We examine the ocean energy cycle where the eddies are defined about the ensemble mean of a partially air–sea coupled, eddy-rich ensemble simulation of the North Atlantic. The decomposition about the ensemble mean leads to a parameter-free definition of eddies, which is interpreted as the expression of oceanic chaos. Using the ensemble framework, we define the reservoirs of mean and eddy kinetic energy (MKE and EKE, respectively) and mean total dynamic enthalpy (MTDE). We opt for the usage of dynamic enthalpy (DE) as a proxy for potential energy due to its dynamically consistent relation to hydrostatic pressure in Boussinesq fluids and nonreliance on any reference stratification. The curious result that emerges is that the potential energy reservoir cannot be decomposed into its mean and eddy components, and the eddy flux of DE can be absorbed into the EKE budget as pressure work.

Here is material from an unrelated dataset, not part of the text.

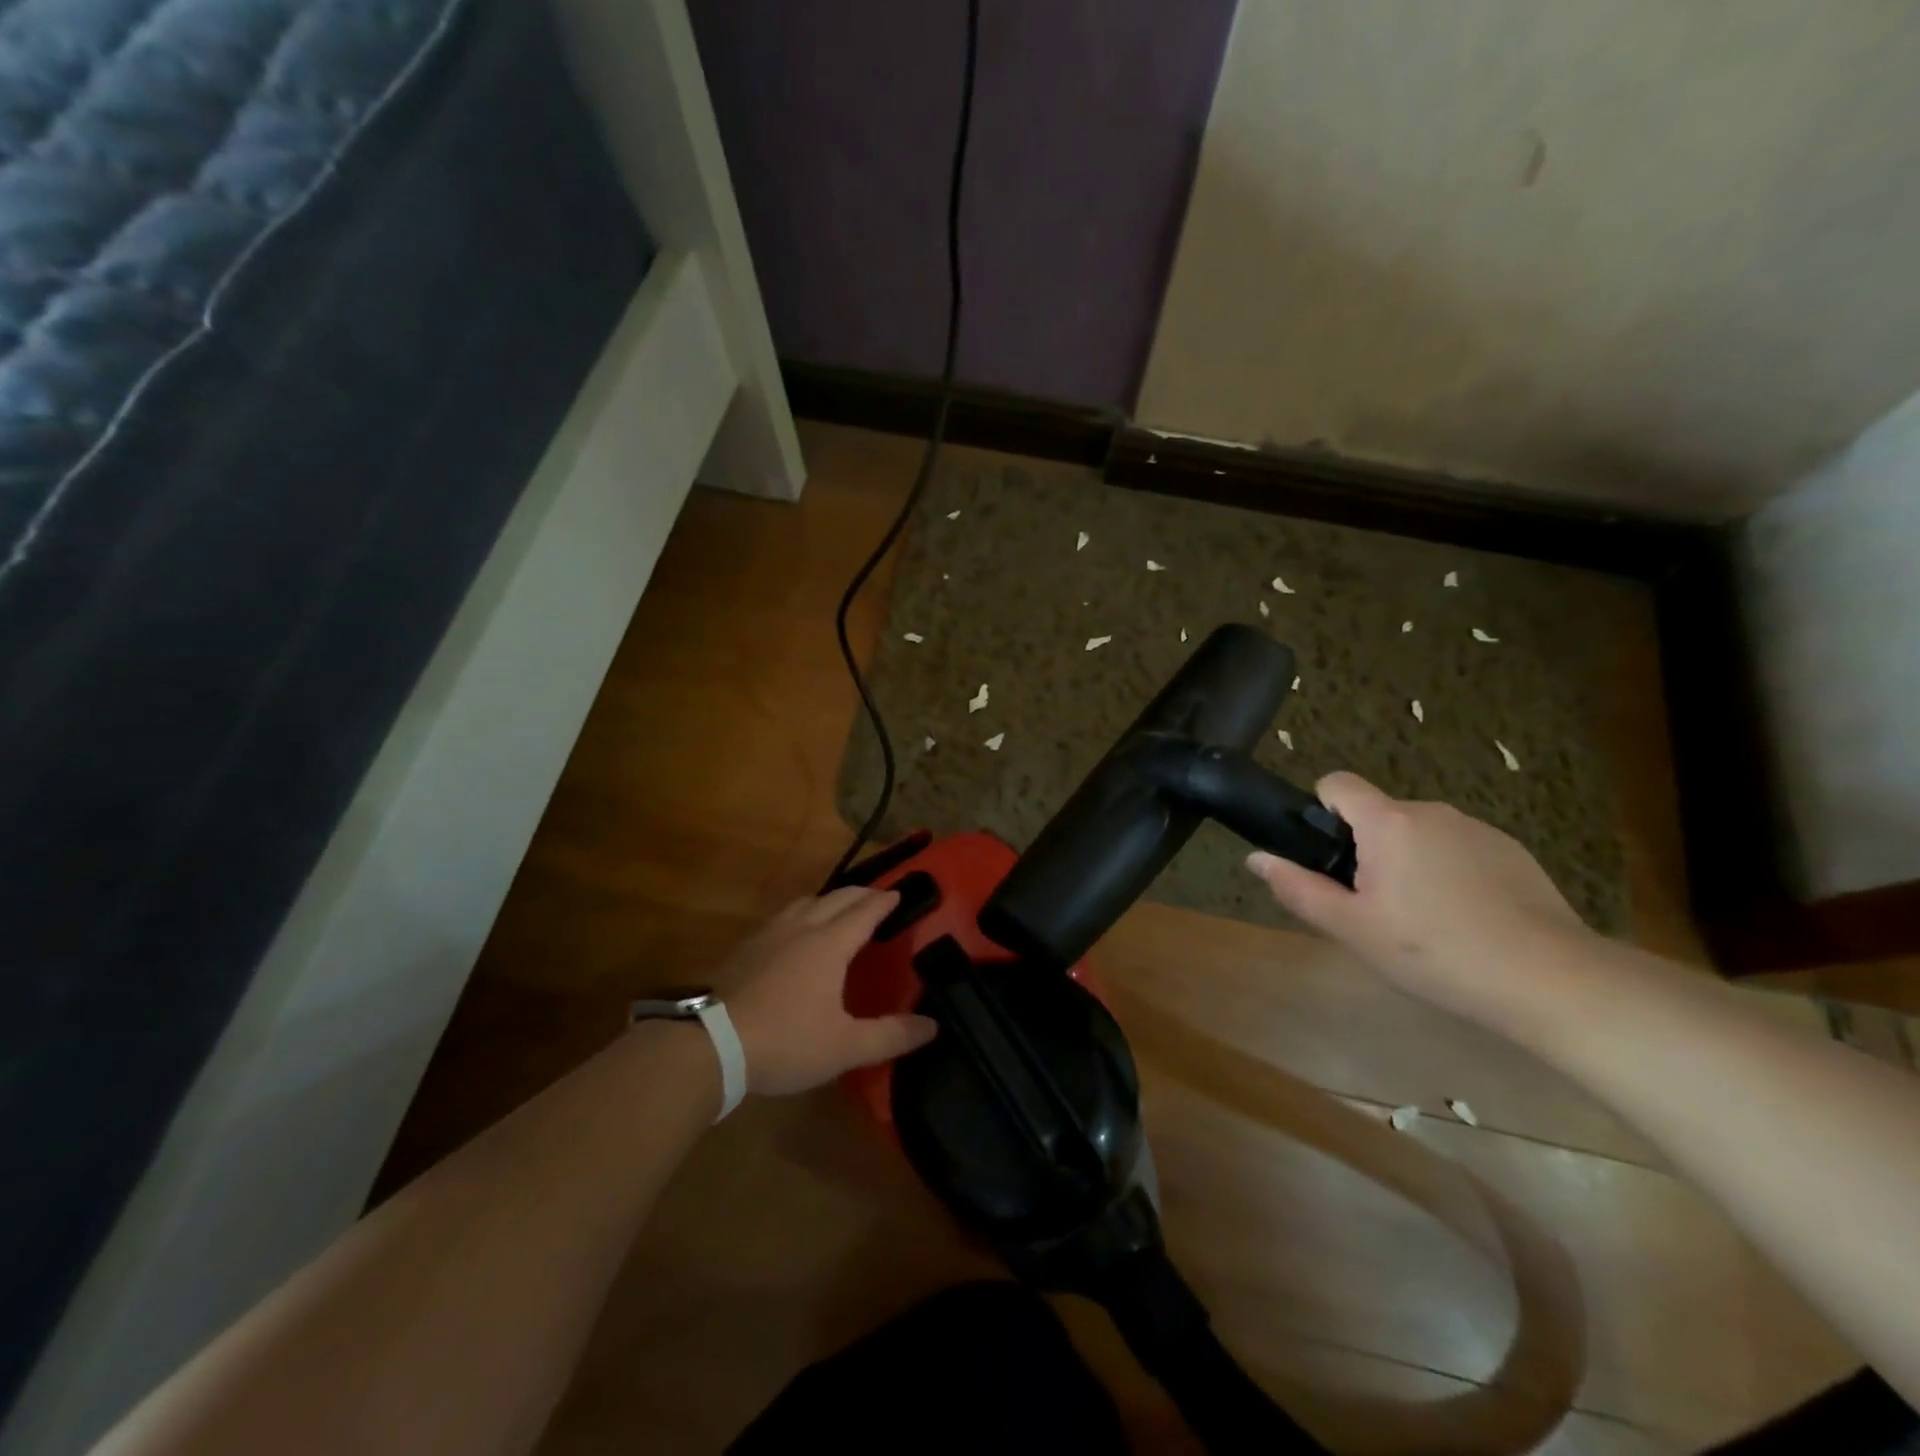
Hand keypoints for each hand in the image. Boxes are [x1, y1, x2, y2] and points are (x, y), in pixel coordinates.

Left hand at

We find from the energy cycle that while baroclinic instability, associated with a positive vertical eddy buoyancy flux, tends to peak around February, EKE takes its maximum around September in the wind-driven gyre. Interestingly, the energy input from MKE to EKE, a process sometimes associated with barotropic processes, becomes larger than the vertical eddy buoyancy flux during the summer and autumn. Our results question the common notion that the inverse energy cascade of wintertime EKE energized by baroclinic instability within the mixed layer is solely responsible for the summer-to-autumn peak in EKE and suggest that both the eddy transport of DE and transfer of energy from MKE to EKE contribute to the seasonal EKE maxima.

Significance Statement

The Earth system, including the ocean, is chaotic. Namely, the state to be realized is highly sensitive to minute perturbations, a phenomenon commonly known as the “butterfly effect.” Here, we run a sweep of ocean simulations that allow us to disentangle the oceanic expression of chaos from the oceanic response to the atmosphere. We investigate the energy pathways between the two in a physically consistent manner in the North Atlantic region. Our approach can be extended to robustly examine the temporal change of oceanic energy and heat distribution under a warming climate.